(Stored data)

# # #

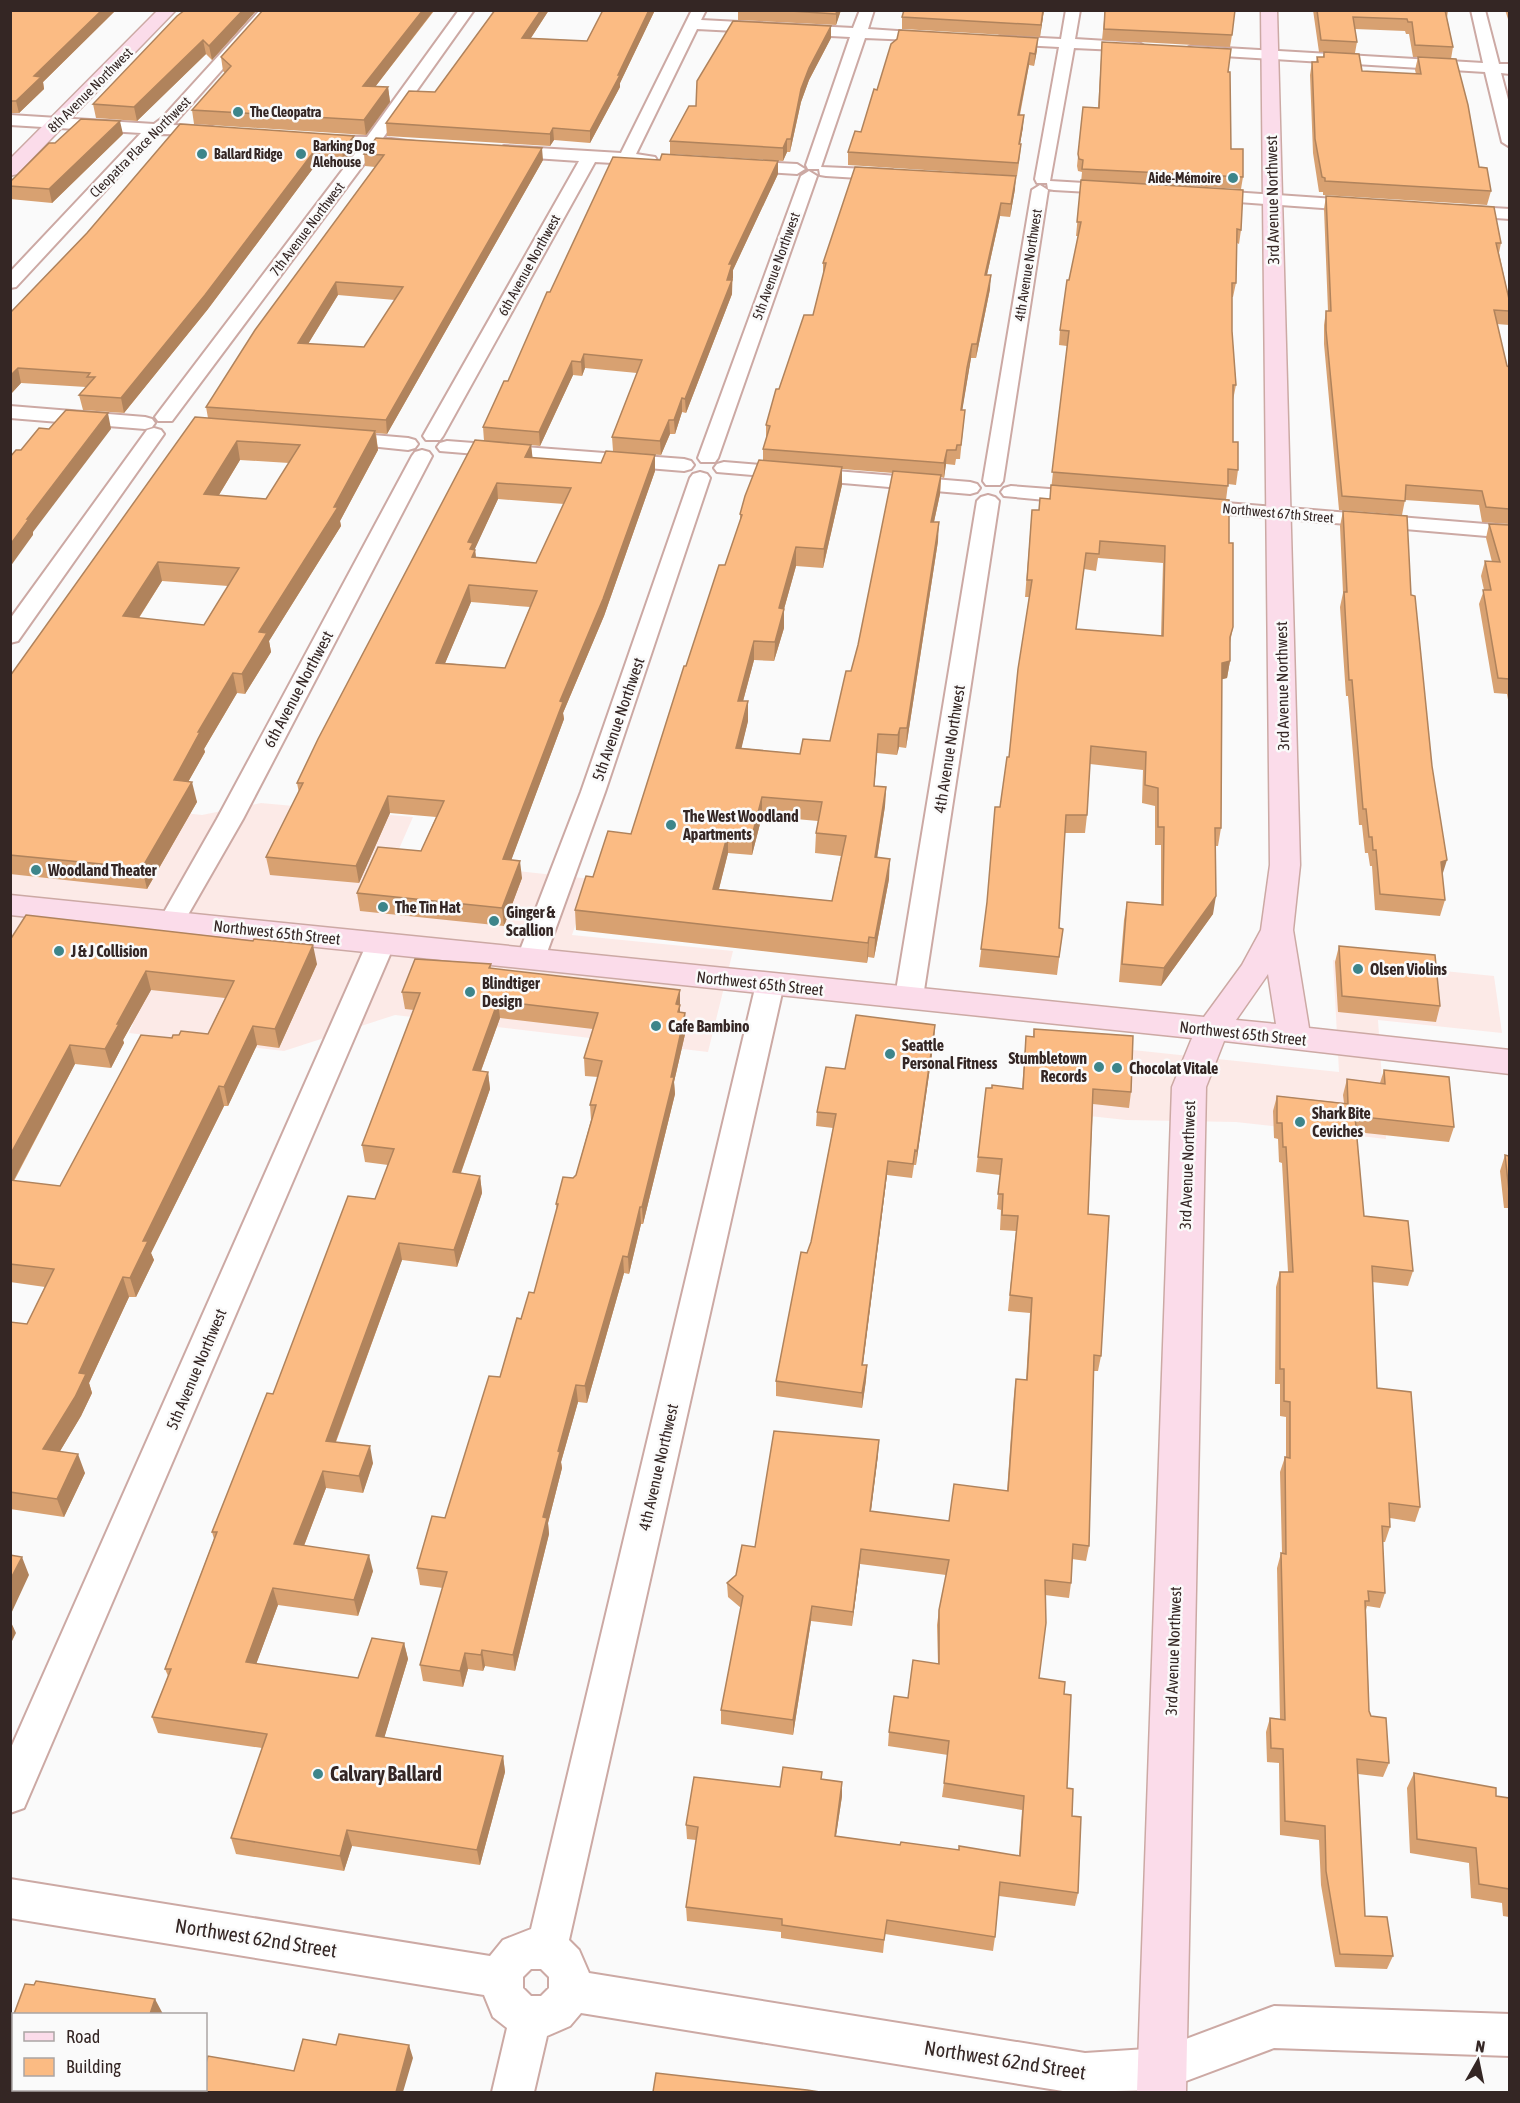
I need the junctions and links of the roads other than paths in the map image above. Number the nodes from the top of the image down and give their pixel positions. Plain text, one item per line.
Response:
1 (153, 10) edge
2 (168, 10) edge
3 (268, 10) edge
4 (467, 10) edge
5 (867, 10) edge
6 (1073, 10) edge
7 (1269, 10) edge
8 (1478, 10) edge
9 (696, 17) edge
10 (858, 33) junction
11 (956, 38) edge
12 (979, 39) edge
13 (1067, 44) junction
14 (1152, 48) edge
15 (1176, 49) edge
16 (1269, 54) junction
17 (1502, 68) edge
18 (10, 120) edge
19 (48, 122) junction
20 (156, 129) junction
21 (225, 133) edge
22 (293, 137) edge
23 (372, 142) junction
24 (1509, 142) edge
25 (431, 146) edge
26 (488, 150) edge
27 (10, 151) edge
28 (590, 156) junction
29 (626, 159) junction
30 (668, 161) edge
31 (725, 165) edge
32 (10, 170) edge
33 (811, 170) junction
34 (908, 176) edge
35 (1037, 184) junction
36 (1130, 191) edge
37 (1189, 195) edge
38 (1271, 200) junction
39 (1380, 207) edge
40 (1438, 210) edge
41 (1509, 214) edge
42 (10, 283) edge
43 (10, 412) edge
44 (166, 426) junction
45 (315, 437) edge
46 (427, 446) junction
47 (704, 467) junction
48 (990, 491) junction
49 (1114, 500) edge
50 (1172, 505) edge
51 (1279, 513) junction
52 (1509, 532) edge
53 (10, 636) edge
54 (10, 905) edge
55 (172, 921) junction
56 (1277, 930) junction
57 (381, 942) junction
58 (531, 958) junction
59 (770, 984) junction
60 (909, 997) junction
61 (1212, 1029) junction
62 (1294, 1038) junction
63 (1509, 1062) edge
64 (10, 1795) edge
65 (10, 1899) edge
66 (546, 1951) junction
67 (502, 1978) junction
68 (569, 1990) junction
69 (530, 2017) junction
70 (1509, 2035) edge
71 (1161, 2081) edge
72 (513, 2092) edge

1 - 19 street, 8th Avenue Northwest
2 - 19 street, 8th Avenue Northwest
3 - 20 street, Cleopatra Place Northwest
4 - 23 street, 7th Avenue Northwest
5 - 10 street, 5th Avenue Northwest
6 - 13 street, 4th Avenue Northwest
7 - 16 street, 3rd Avenue Northwest
8 - 17 street
9 - 10 street
9 - 29 street
10 - 11 street
10 - 33 street, 5th Avenue Northwest
12 - 13 street
13 - 14 street
13 - 35 street, 4th Avenue Northwest
15 - 16 street
16 - 17 street
16 - 38 street, 3rd Avenue Northwest
17 - 24 street
18 - 19 street
19 - 20 street
19 - 27 street, 8th Avenue Northwest
19 - 32 street, 8th Avenue Northwest
20 - 21 street
20 - 42 street, Cleopatra Place Northwest
22 - 23 street
23 - 25 street
23 - 44 street, 7th Avenue Northwest
26 - 28 street
28 - 29 street
28 - 46 street, 6th Avenue Northwest
29 - 30 street
31 - 33 street
33 - 34 street
33 - 47 street, 5th Avenue Northwest
35 - 36 street
35 - 48 street, 4th Avenue Northwest
37 - 38 street
38 - 39 street
38 - 51 street, 3rd Avenue Northwest
40 - 41 street
43 - 44 street
44 - 53 street, 7th Avenue Northwest
45 - 46 street
46 - 47 street
46 - 55 street, 6th Avenue Northwest
47 - 48 street
47 - 58 street, 5th Avenue Northwest
48 - 49 street
48 - 60 street, 4th Avenue Northwest
50 - 51 street, Northwest 67th Street
51 - 52 street, Northwest 67th Street
51 - 56 street, 3rd Avenue Northwest
54 - 55 street, Northwest 65th Street
55 - 57 street, Northwest 65th Street
56 - 61 street, 3rd Avenue Northwest
56 - 62 street
57 - 58 street, Northwest 65th Street
57 - 64 street, 5th Avenue Northwest
58 - 59 street, Northwest 65th Street
59 - 60 street, Northwest 65th Street
59 - 66 street, 4th Avenue Northwest
60 - 61 street, Northwest 65th Street
61 - 62 street, Northwest 65th Street
61 - 71 street, 3rd Avenue Northwest
62 - 63 street, Northwest 65th Street
65 - 67 street, Northwest 62nd Street
66 - 67 street
66 - 68 street
67 - 69 street
68 - 69 street
68 - 71 street, Northwest 62nd Street
69 - 72 street
70 - 71 street, Northwest 62nd Street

# # #

**Problem requirements:**
Take every line above that includes "Cleopatra" and list it.

**Solution for this problem:**
3 - 20 street, Cleopatra Place Northwest
20 - 42 street, Cleopatra Place Northwest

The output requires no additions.